Before one song, “Pandemonium,” the middle schoolers are aghast after one of the guest spellers has to spell the word “cow.” Though Cryer hasn't witnessed it yet, he says, “I have heard that people have spelled that wrong.”
Still, he says, “I am trying to be prepared for every eventuality.” He thinks they cast him in part because “I'm willing to roll with wherever the show goes.”
Spelling Bee, he says, is “such a joyful experience” that he's glad to be a part of. “In a time when people are pretty stressed, and the world seems a little nuts, it's got such incredible heart, and that's sincere,” he says.

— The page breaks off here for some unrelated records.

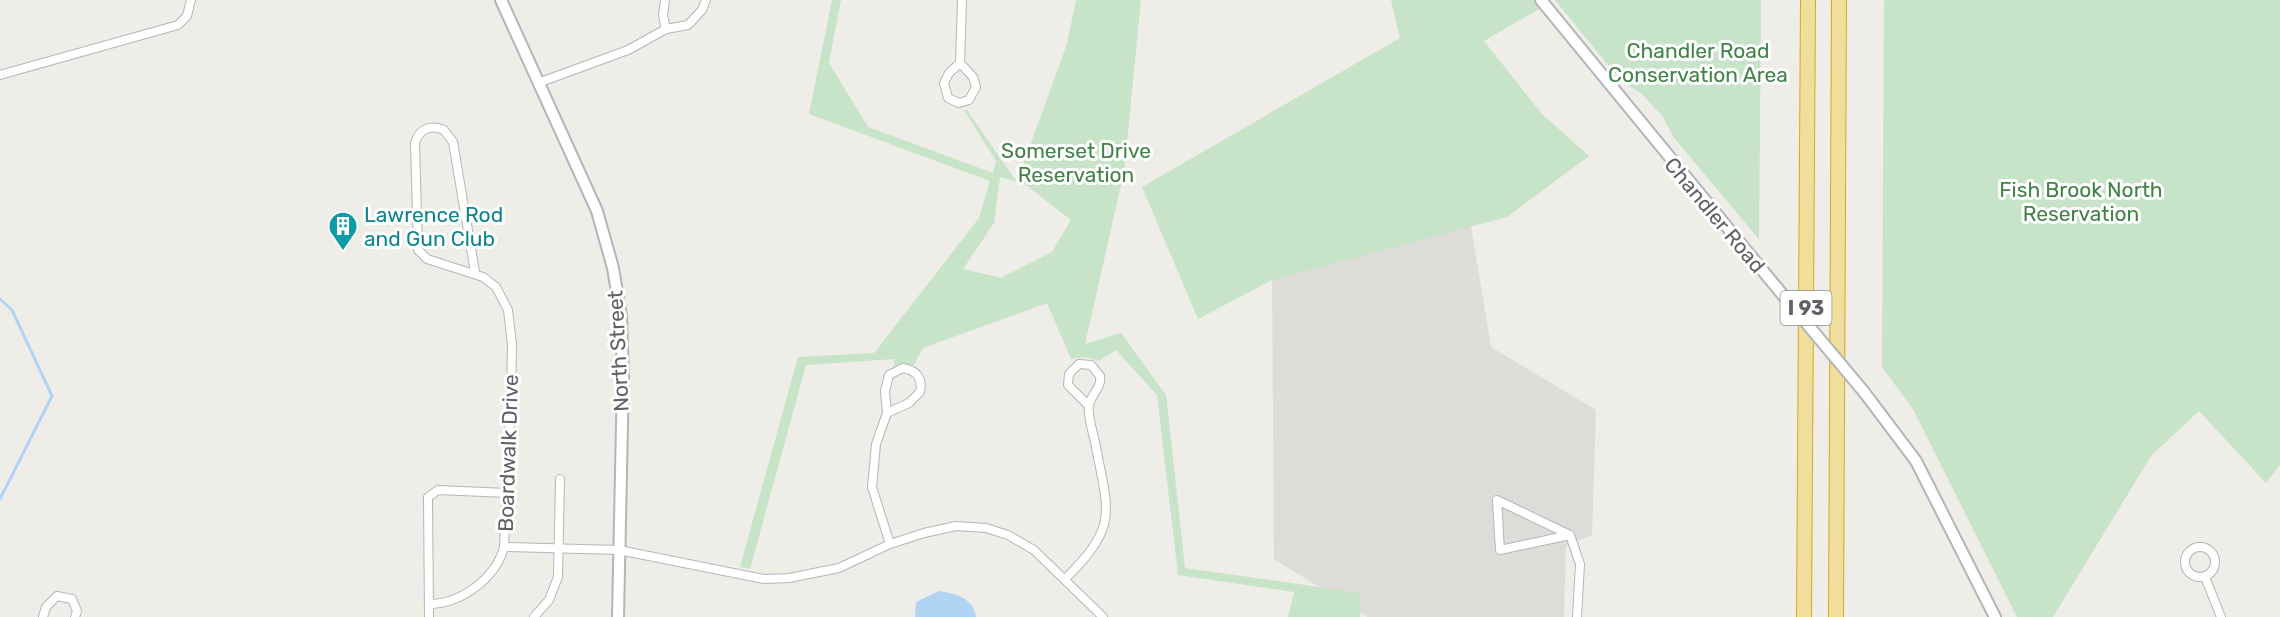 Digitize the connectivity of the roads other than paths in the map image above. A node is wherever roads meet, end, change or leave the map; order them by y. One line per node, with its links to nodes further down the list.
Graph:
1 (191, 0): 11 (street)
2 (501, 0): 12 (street, North Street)
3 (665, 0): 9 (street)
4 (706, 0): 9 (street)
5 (962, 0): 10 (street)
6 (1541, 0): 35 (street, Chandler Road, bridge)
7 (1808, 0): 33 (highway, I 93)
8 (1839, 0): 34 (highway, I 93)
9 (666, 29): 12 (street)
10 (960, 63): 10 (street)
11 (0, 75)
12 (538, 83): 22 (street, North Street)
13 (475, 272): 13 (street, Boardwalk Drive); 17 (street, Boardwalk Drive)
14 (1089, 406): 14 (street); 24 (street)
15 (887, 413): 15 (street); 19 (street)
16 (560, 479): 21 (street)
17 (507, 493): 20 (street, Boardwalk Drive); 25 (street)
18 (1570, 535): 18 (street); 32 (street)
19 (890, 544): 22 (street); 24 (street)
20 (504, 547): 21 (street); 25 (street, Boardwalk Drive)
21 (558, 548): 22 (street); 29 (street)
22 (619, 550): 30 (street, North Street)
23 (2205, 576): 23 (street); 36 (street)
24 (1065, 579): 31 (street)
25 (429, 604): 28 (street)
26 (43, 617): 27 (street)
27 (75, 617)
28 (429, 617)
29 (534, 617)
30 (618, 617)
31 (1103, 617)
32 (1577, 617)
33 (1804, 617)
34 (1836, 617)
35 (1995, 617)
36 (2222, 617) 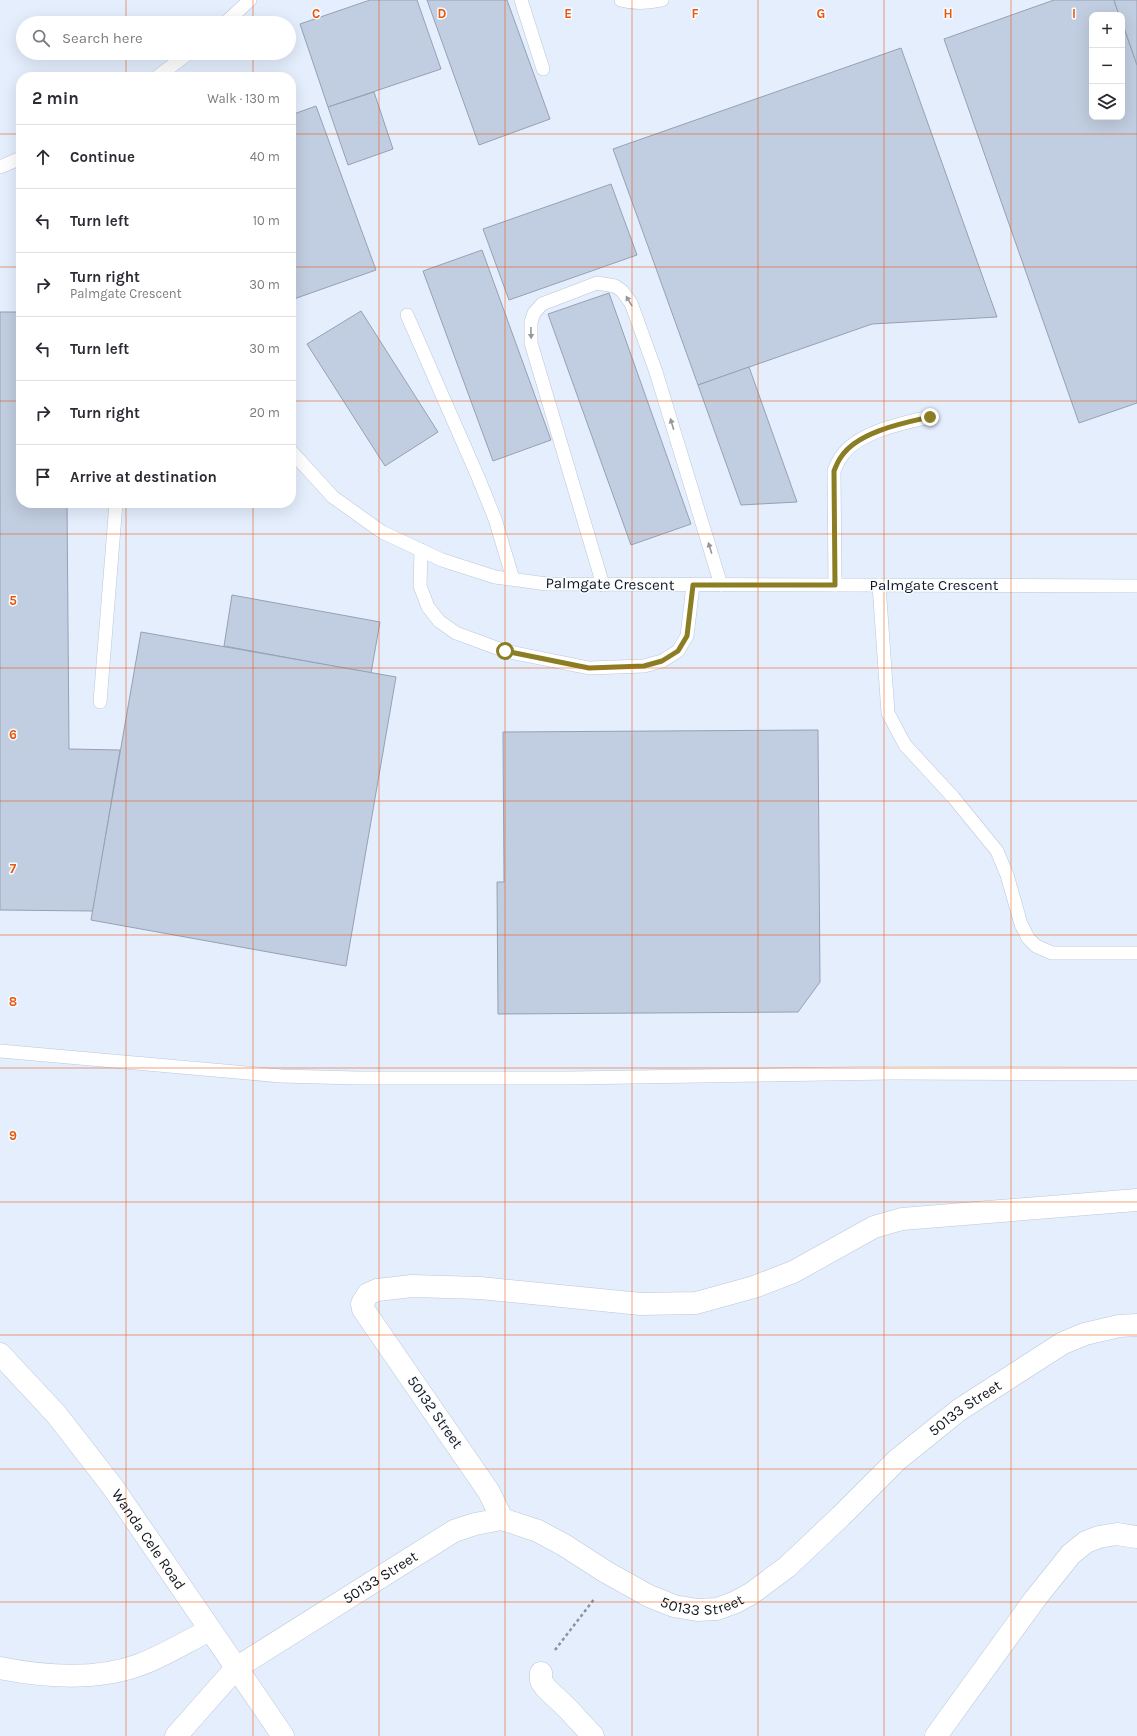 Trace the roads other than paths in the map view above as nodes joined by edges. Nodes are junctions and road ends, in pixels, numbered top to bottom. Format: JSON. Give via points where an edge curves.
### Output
{"nodes":[{"id":1,"x":250,"y":0,"type":"edge"},
{"id":2,"x":521,"y":0,"type":"edge"},
{"id":3,"x":621,"y":0,"type":"edge"},
{"id":4,"x":662,"y":0,"type":"edge"},
{"id":5,"x":233,"y":16,"type":"edge"},
{"id":6,"x":180,"y":60,"type":"edge"},
{"id":7,"x":543,"y":69,"type":"dead end"},
{"id":8,"x":164,"y":72,"type":"edge"},
{"id":9,"x":16,"y":160,"type":"edge"},
{"id":10,"x":0,"y":168,"type":"edge"},
{"id":11,"x":407,"y":315,"type":"dead end"},
{"id":12,"x":930,"y":417,"type":"dead end"},
{"id":13,"x":296,"y":457,"type":"edge"},
{"id":14,"x":116,"y":508,"type":"edge"},
{"id":15,"x":421,"y":550,"type":"junction"},
{"id":16,"x":513,"y":579,"type":"junction"},
{"id":17,"x":603,"y":584,"type":"junction"},
{"id":18,"x":693,"y":585,"type":"junction"},
{"id":19,"x":721,"y":585,"type":"junction"},
{"id":20,"x":835,"y":585,"type":"junction"},
{"id":21,"x":880,"y":585,"type":"junction"},
{"id":22,"x":1137,"y":586,"type":"edge"},
{"id":23,"x":100,"y":702,"type":"dead end"},
{"id":24,"x":1137,"y":953,"type":"edge"},
{"id":25,"x":0,"y":1051,"type":"edge"},
{"id":26,"x":1137,"y":1074,"type":"edge"},
{"id":27,"x":1137,"y":1200,"type":"edge"},
{"id":28,"x":1137,"y":1325,"type":"edge"},
{"id":29,"x":0,"y":1354,"type":"edge"},
{"id":30,"x":502,"y":1519,"type":"junction"},
{"id":31,"x":1137,"y":1537,"type":"edge"},
{"id":32,"x":210,"y":1630,"type":"junction"},
{"id":33,"x":0,"y":1668,"type":"edge"},
{"id":34,"x":236,"y":1668,"type":"junction"},
{"id":35,"x":541,"y":1673,"type":"road end"},
{"id":36,"x":176,"y":1736,"type":"edge"},
{"id":37,"x":283,"y":1736,"type":"edge"},
{"id":38,"x":593,"y":1736,"type":"edge"},
{"id":39,"x":936,"y":1736,"type":"edge"}],
"edges":[{"from":1,"to":5,"type":"lane"},
{"from":2,"to":7,"type":"lane"},
{"from":3,"to":4,"type":"lane","via":[[630,3]]},
{"from":6,"to":8,"type":"lane"},
{"from":9,"to":10,"type":"lane"},
{"from":11,"to":16,"type":"lane","via":[[495,519]]},
{"from":12,"to":20,"type":"lane","via":[[897,424],[871,434],[853,444],[841,456],[834,471]]},
{"from":13,"to":15,"type":"lane","name":"Palmgate Crescent","via":[[333,497],[382,532]]},
{"from":14,"to":23,"type":"lane"},
{"from":15,"to":16,"type":"lane","name":"Palmgate Crescent","via":[[442,560],[495,577]]},
{"from":15,"to":18,"type":"lane","via":[[420,586],[428,607],[439,621],[456,633],[505,651],[589,668],[644,666],[662,661],[678,651],[687,636]]},
{"from":16,"to":17,"type":"lane","name":"Palmgate Crescent","via":[[547,584]]},
{"from":17,"to":18,"type":"lane","name":"Palmgate Crescent"},
{"from":19,"to":17,"type":"lane","one_way":true,"via":[[656,372],[631,303],[615,286],[597,283],[542,304],[534,313],[530,334]]},
{"from":18,"to":19,"type":"lane","name":"Palmgate Crescent"},
{"from":19,"to":20,"type":"lane","name":"Palmgate Crescent"},
{"from":20,"to":21,"type":"lane","name":"Palmgate Crescent"},
{"from":21,"to":22,"type":"lane","name":"Palmgate Crescent"},
{"from":21,"to":24,"type":"lane","via":[[888,713],[906,745],[997,850],[1028,938],[1036,946],[1052,953]]},
{"from":25,"to":26,"type":"lane","via":[[281,1076],[357,1078],[892,1073]]},
{"from":27,"to":30,"type":"street","name":"50132 Street","via":[[902,1219],[874,1227],[786,1275],[696,1303],[641,1304],[480,1288],[412,1286],[377,1290],[368,1294],[362,1304],[363,1309],[489,1492]]},
{"from":28,"to":30,"type":"street","name":"50133 Street","via":[[1118,1326],[1084,1334],[1063,1343],[958,1410],[896,1460],[787,1567],[752,1594],[717,1609],[697,1610],[674,1606],[649,1596],[538,1531]]},
{"from":29,"to":32,"type":"street","name":"Wanda Cele Road","via":[[56,1414],[112,1486]]},
{"from":30,"to":34,"type":"street","name":"50133 Street","via":[[454,1531]]},
{"from":31,"to":39,"type":"street","via":[[1117,1534],[1099,1537],[1086,1542],[1071,1554],[1035,1599]]},
{"from":32,"to":33,"type":"street","via":[[139,1665],[100,1675],[64,1676]]},
{"from":32,"to":34,"type":"street","name":"Wanda Cele Road"},
{"from":34,"to":36,"type":"street","name":"50133 Street"},
{"from":34,"to":37,"type":"street","name":"Wanda Cele Road"},
{"from":35,"to":38,"type":"street","via":[[541,1681],[546,1688]]}]}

The audience “loves” the “kids” on stage, even if ultimately they know “the stakes are fairly low," Cryer notes. “You really feel for these wonderful kids."
If he has one disappointment, it's that his character “only sings a little,” and Cryer “absolutely would love” to appear in a show where he gets to sing more.
Before finding success on screen in films like the 1986 classic Pretty in Pink, the actor actually started his career on stage, making his Broadway debut in Harvey Fierstein’s Torch Song Trilogy in 1982. Two years later, in 1984, he joined the original production of Neil Simon's Brighton Beach Memoirs.
“Doing New York theater is just unlike anything else,” he says. “It changes you as an actor, and so I'd love to do more of it.”
Tickets for The 25th Annual Putnam County Spelling Bee are available now. The show runs until Sept. 6.